Just as importantly, she had a cultural impact on Britain that helped make the country a more open and equitable place. In 1978, everything seemed hopeless. Then came Thatcher. In a country where the class structure seemed ossified, the example of a grocer’s daughter brushing aside the glass ceiling as if it didn’t exist and defeating the entrenched interests of leftist class warriors and aristocratic privilege alike inspired countless individuals — this writer among them. By 1990, Britain was full of hope.
But alas, not everyone. Where there was discord, she failed to bring harmony. Her defeated opponents were resentful, and there was regrettably a great deal of collateral damage. In the north of England and Scotland especially, the constituencies best served by the old regime, there remained high unemployment and low investment. These areas were lost forever to the Conservative Party. “Tory” became an insult. The BBC, the last great unreformed public corporation, served up a diet of anger at the perceived lack of compassion in the Thatcher years, while remaining largely silent about the misery that preceded her. Unsurprisingly, the news of her passing brought out all these resentments, with twitter hashtags like #dingdongthewitchisdead and references to “tramping down the dirt” on her grave abounding.

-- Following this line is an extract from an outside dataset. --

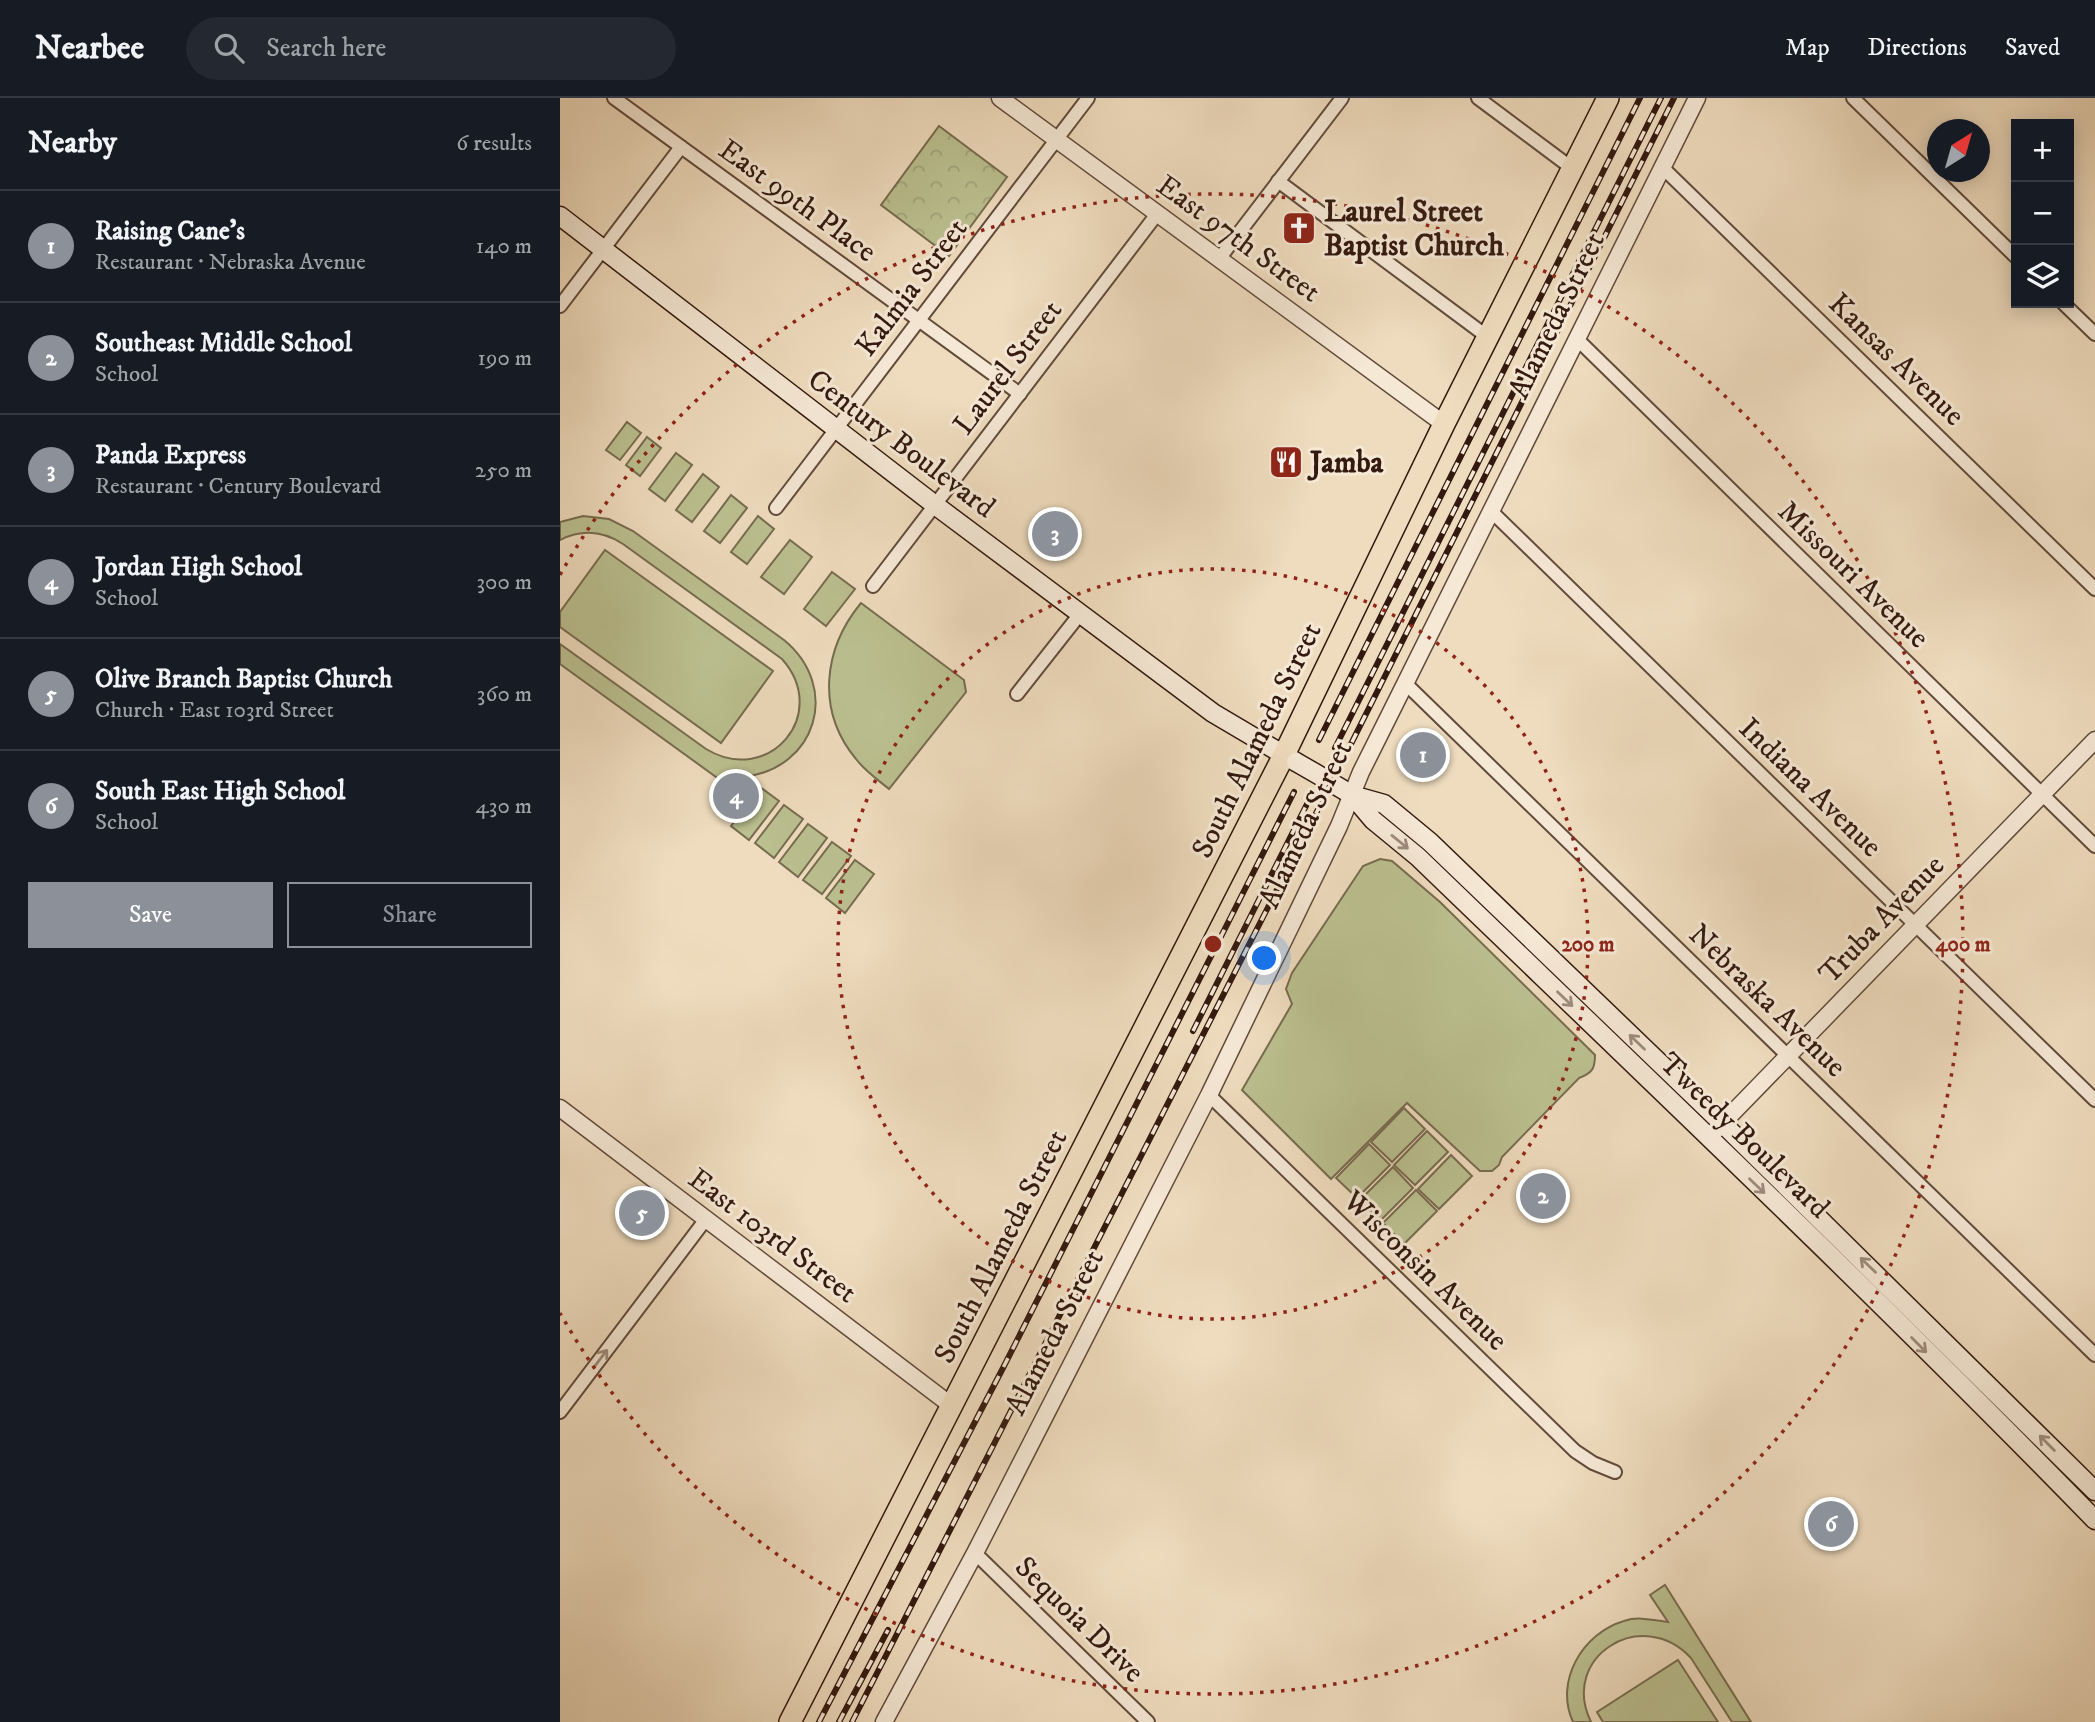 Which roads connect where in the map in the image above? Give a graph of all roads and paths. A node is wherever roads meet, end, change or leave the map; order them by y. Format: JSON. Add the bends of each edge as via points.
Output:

There is even some disquiet on the right about her time in office. Her greatest mistake was to promote the passage of the Single European Act in 1985, which led to so much of Britain’s government becoming subordinate to the European Union. She also introduced the National Curriculum, which led to a dumbing down of British education, and regrettably strengthened police powers to the detriment of Britain’s civil libertarian tradition — which set the precedent for the Blair government to turn Britain into something approaching a constant surveillance state. Yet most Conservatives recognize her achievements far outweighed these mistakes.
Looking back, perhaps it was inevitable that she would fail at bringing harmony. Those who refused to see the errors of their beliefs, who did not share her faith, and who could not resist every opportunity to exploit despair, would never allow that to happen. It is to her credit that she did not allow this to turn her from her course. It took some courage to quote Saint Francis in 1979, and in the end it is her courage that is her legacy.